In an en banc decision issued yesterday, the Ninth Circuit Court of Appeals reversed U.S. District Court Judge Edward M. Chen's denial of a preliminary injunction in an action challenging a San Francisco ordinance requires health warnings on advertisements for certain sugar-sweetened beverages. American Beverage Ass'n v. City & County of San Francisco, 2019 U.S. App. LEXIS 3175.  The Ninth Circuit found that the plaintiffs will likely succeed on the merits of their claim that the Ordinance is an “unjustified or unduly burdensome disclosure requirement[] [that] might offend the First Amendment by chilling protected commercial speech.”
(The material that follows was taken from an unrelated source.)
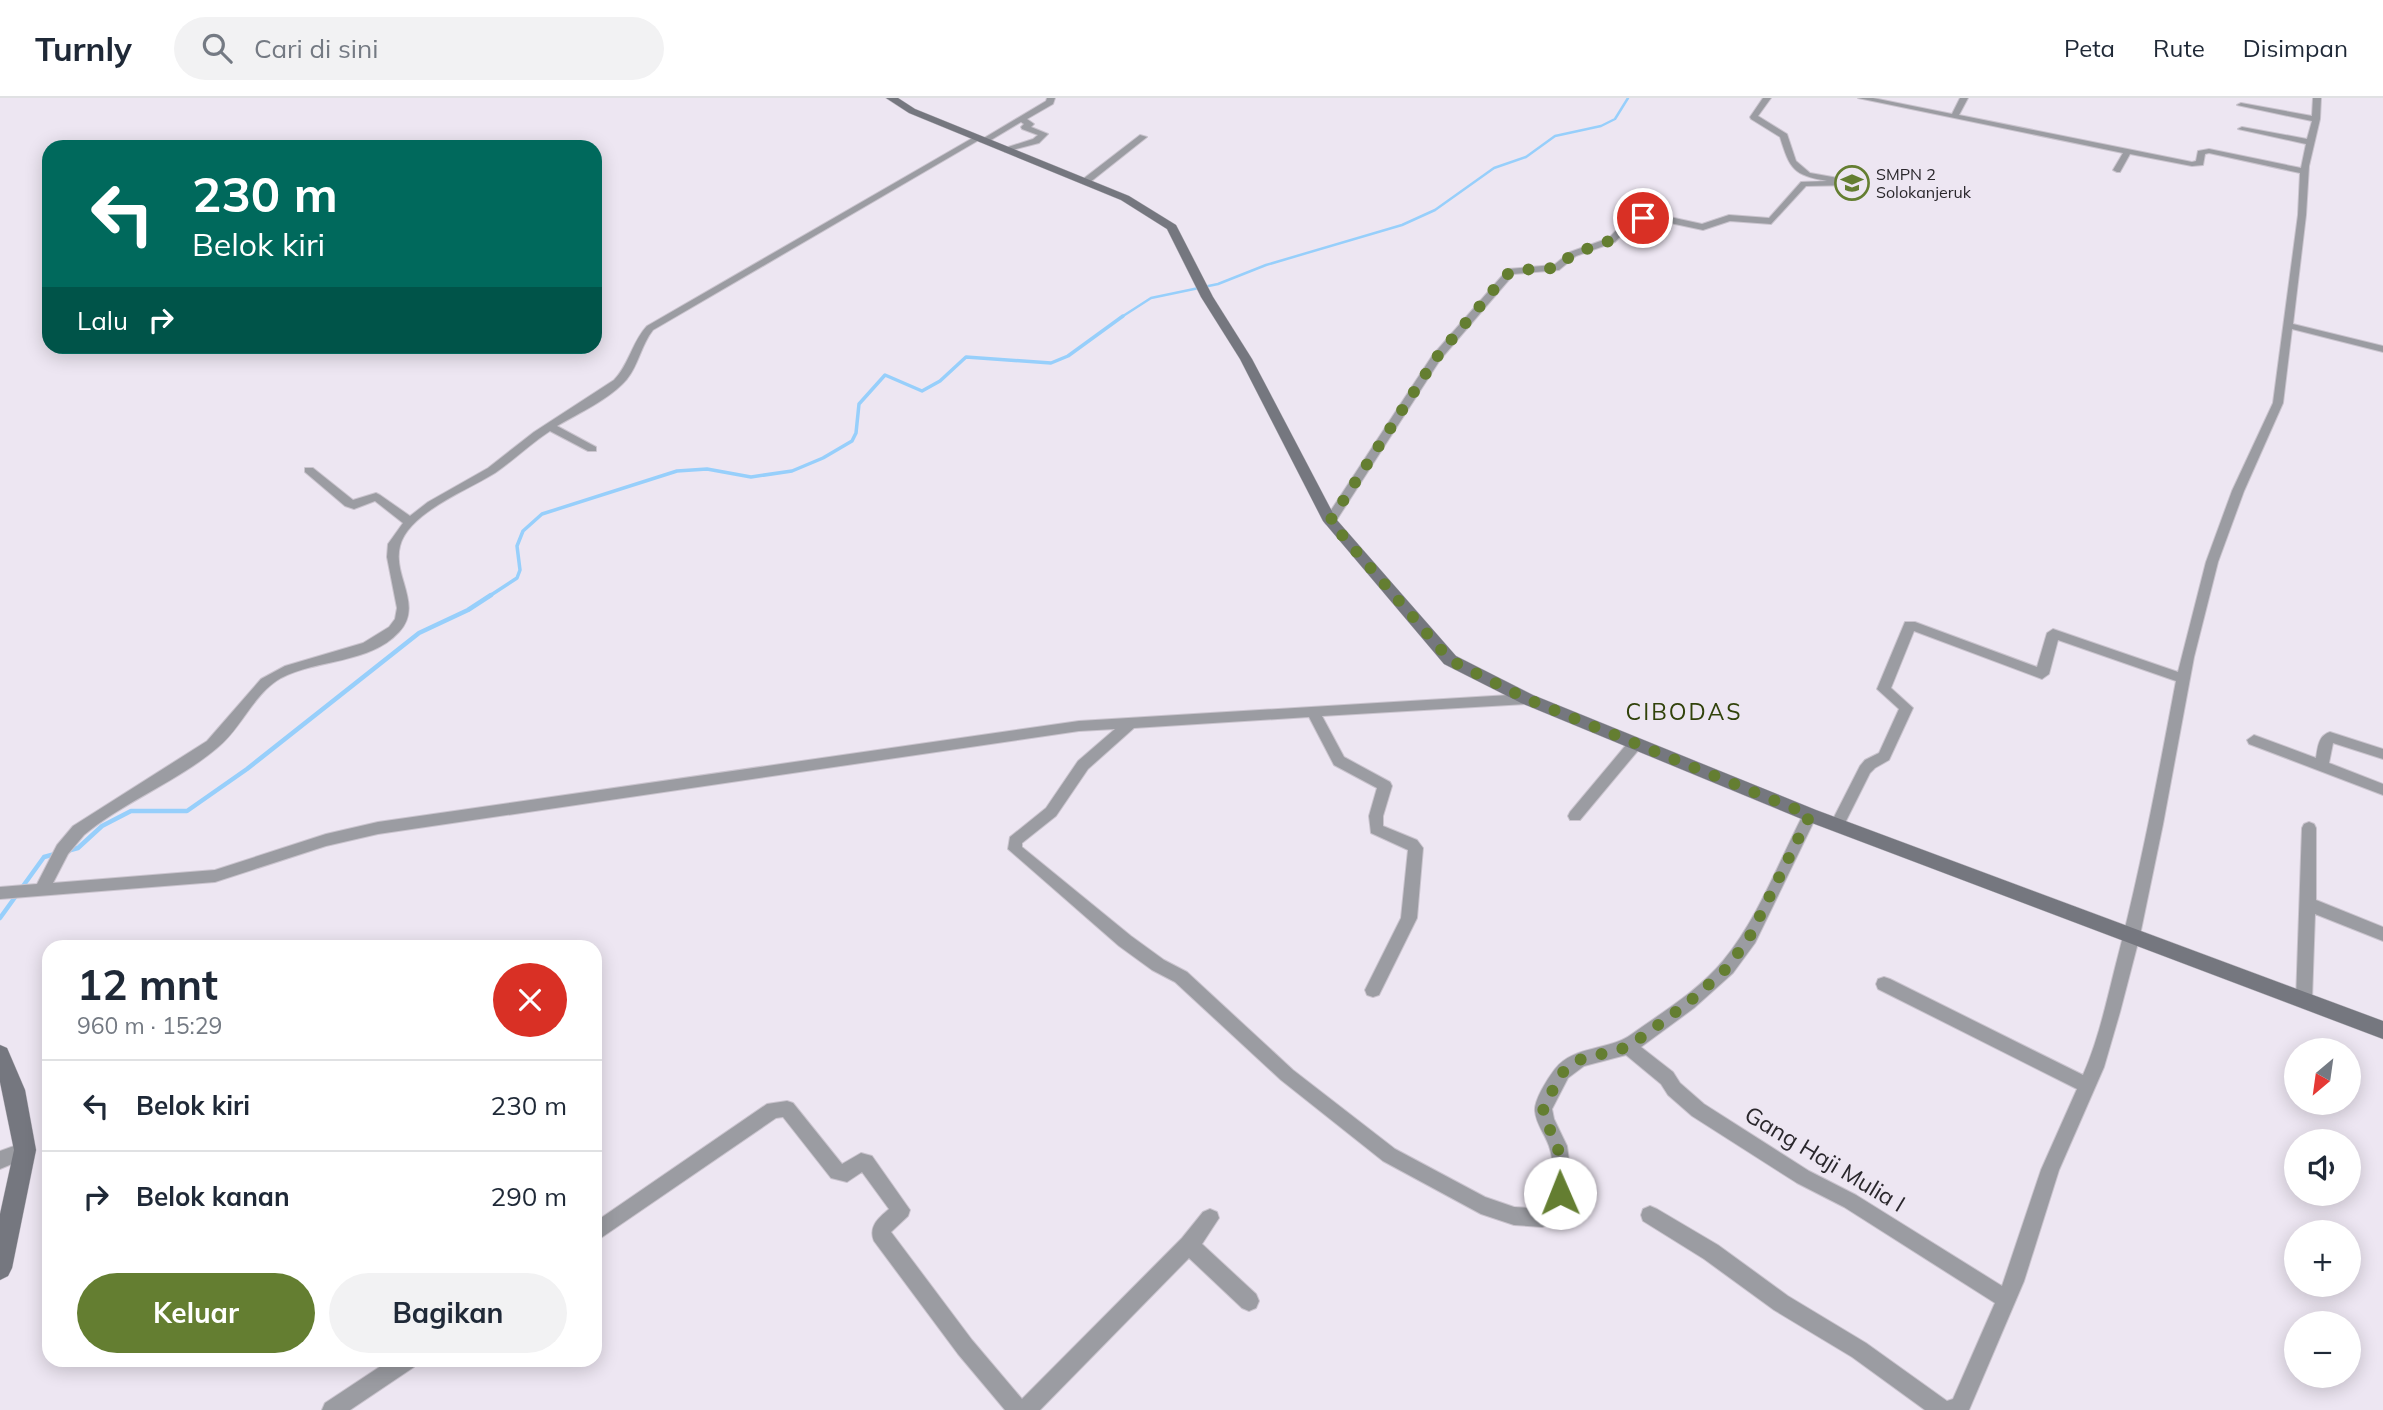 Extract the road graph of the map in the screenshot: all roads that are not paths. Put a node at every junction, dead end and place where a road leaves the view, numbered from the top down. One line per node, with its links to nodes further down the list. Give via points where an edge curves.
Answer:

This case may seem to have little to do with securities regulation but it immediately reminded me of  Nat'l Ass'n of Mfrs. v. SEC, 800 F.3d 518 (2015).  In that case, the District of Columbia Circuit Court held that Section 1502 and the SEC's implementing rule violate the First Amendment to the extent they require issuers to report to the SEC and to state on their website that any of their products have not been found to be "DRC [Democratic Republic of Congo] conflict free".

There is an important difference between these two cases, however.  The Ninth Circuit applied the more lenient test enunciated in Zauderer v. Office of Disciplinary Counsel,  471 U.S. 626 (1985): rational basis review applies to government required disclosures of commercial speech that contain “purely factual and uncontroversial information”.  The D.C. Circuit in contrast held that Zauderer did not apply.  It applied a more rigorous intermediate scrutiny under Central Hudson Gas & Electric Corp. v. Public Service Commission, 447 U.S. 557 (1980).  Under Central Hudson,  the government can compel commercial speech only if can prove a “substantial” interest exists and that the regulation “directly advances” the interest in a way “not more extensive than is necessary to serve that interest".   The D.C. Circuit also found that the statute and rule fail even under Zauderer. 

Although the plaintiffs prevailed in both cases, the Ninth Circuit's holding is far less protective of the First Amendment.